Vítima e Sacerdote
De manhã,
quando a lâmpada da noite se apaga…e a suave luz da aurora enche de ouro as cândidas corolas e os cálices dos lírios, eu me ergo e subo os degraus do Vosso Altar para - trémulo e comovido - celebrar o mistério do Vosso Amor profundo…
De manhã,
Quando eu ordeno omnipotente e Vós aniquilado como servo,em silêncio, desceis às minhas mãos…
Quando, Senhor, eu Vos imolo e Vos elevo e, rasgando o Vosso peito dolorido arranco, pulsando, o Coração para fazê-lo sangrando e, assim ferido uma migalha paupérrima de pão…
Quando reduzo um Deus três vezes forte à impotência, à última expressão,é que sois VÍTIMA e eu o sacerdote!
Mas, depois, dia afora,- quando eu desço a montanha sagrada para a luta,vou ao campo que me destes por partilha,na renúncia total absoluta,sangrar os meus pobres pés feridos nos trilhos que me deixastes, já marcados com o Vosso rastro divino e ensanguentado,sem ter, para os lábios ressequidos,outra fonte que a ferida gotejante que, de manhã, rasguei em Vosso peito…
Quando eu sinto o Vosso amor me devorando sem nunca Vos sentirdes satisfeito…
Quando, exausto, eu ergo a minha fronte buscando com ansiedade no horizonte,uma nesga iluminada do Infinito para matar a minha sede de mais luz eu não diviso, senão, os braços nus de uma cruz, em um cume de granito…
Quando, só, despojado, incompreendido,depois de ter dado sem medida,o suor… o sangue… e até a vida,eu sinto o Vosso golpe redentor,e sou - como sândalo - cortado e retalhado,para que, só Vós, Senhor,o aroma sintais do meu Amor…
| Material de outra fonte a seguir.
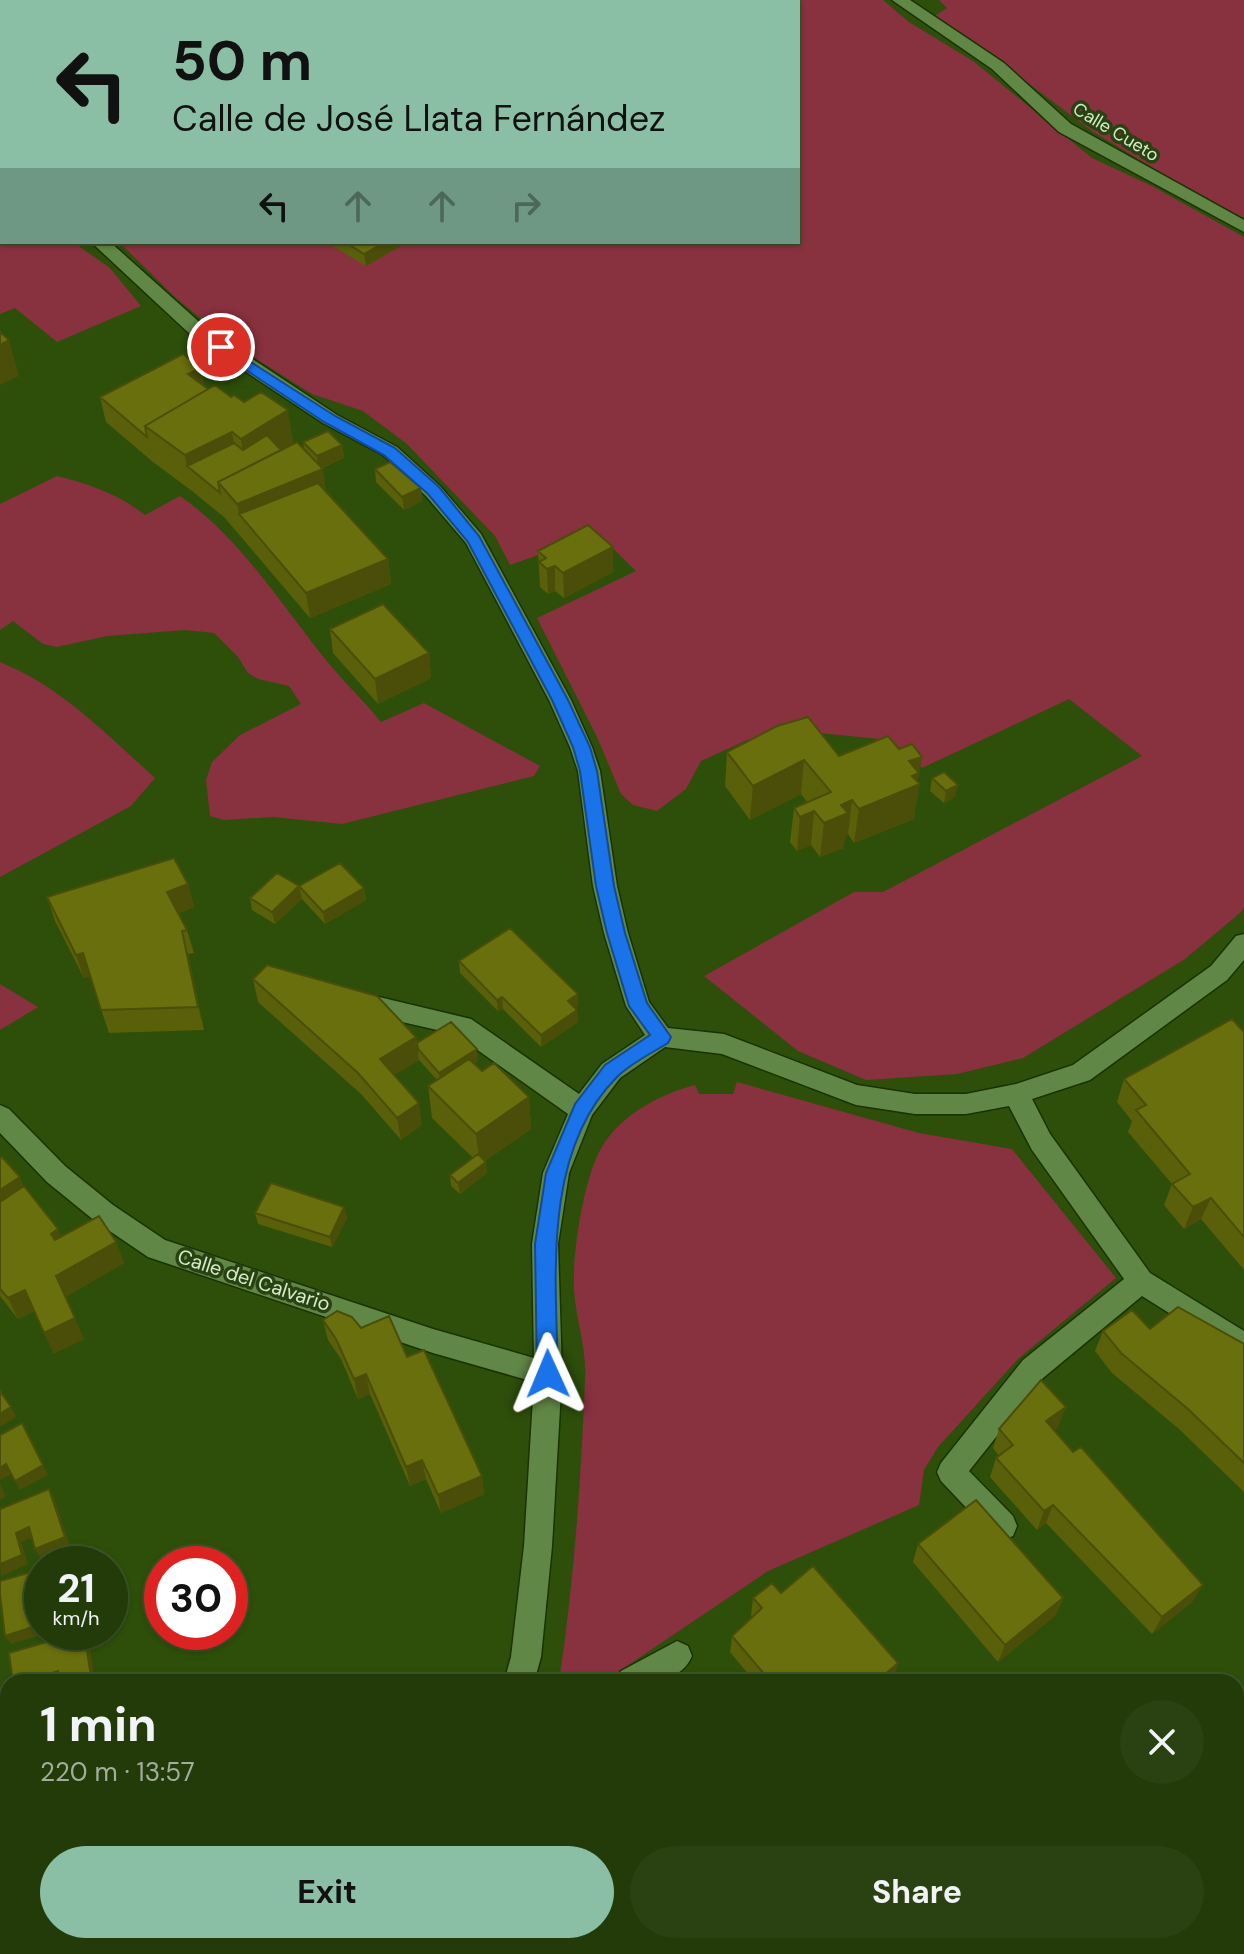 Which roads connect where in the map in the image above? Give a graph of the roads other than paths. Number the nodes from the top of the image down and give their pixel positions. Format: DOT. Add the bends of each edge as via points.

E, à noite, quando chega a solidão,exausto… moído de cansaço e, olhando como o homem do fracasso,não recolho, entre espinhos - e misturado com o joio - senão o grão escasso do meu campo que só há de florescer e lourejar, depois que eu for lançado no túmulo - para ser o grão fecundo,é que estou - como homem consagrado lentamente… consumindo a Vossa morte!Estou sendo, Senhor, o Vosso PÃO,Vossa VÍTIMA e Vós o SACERDOTE.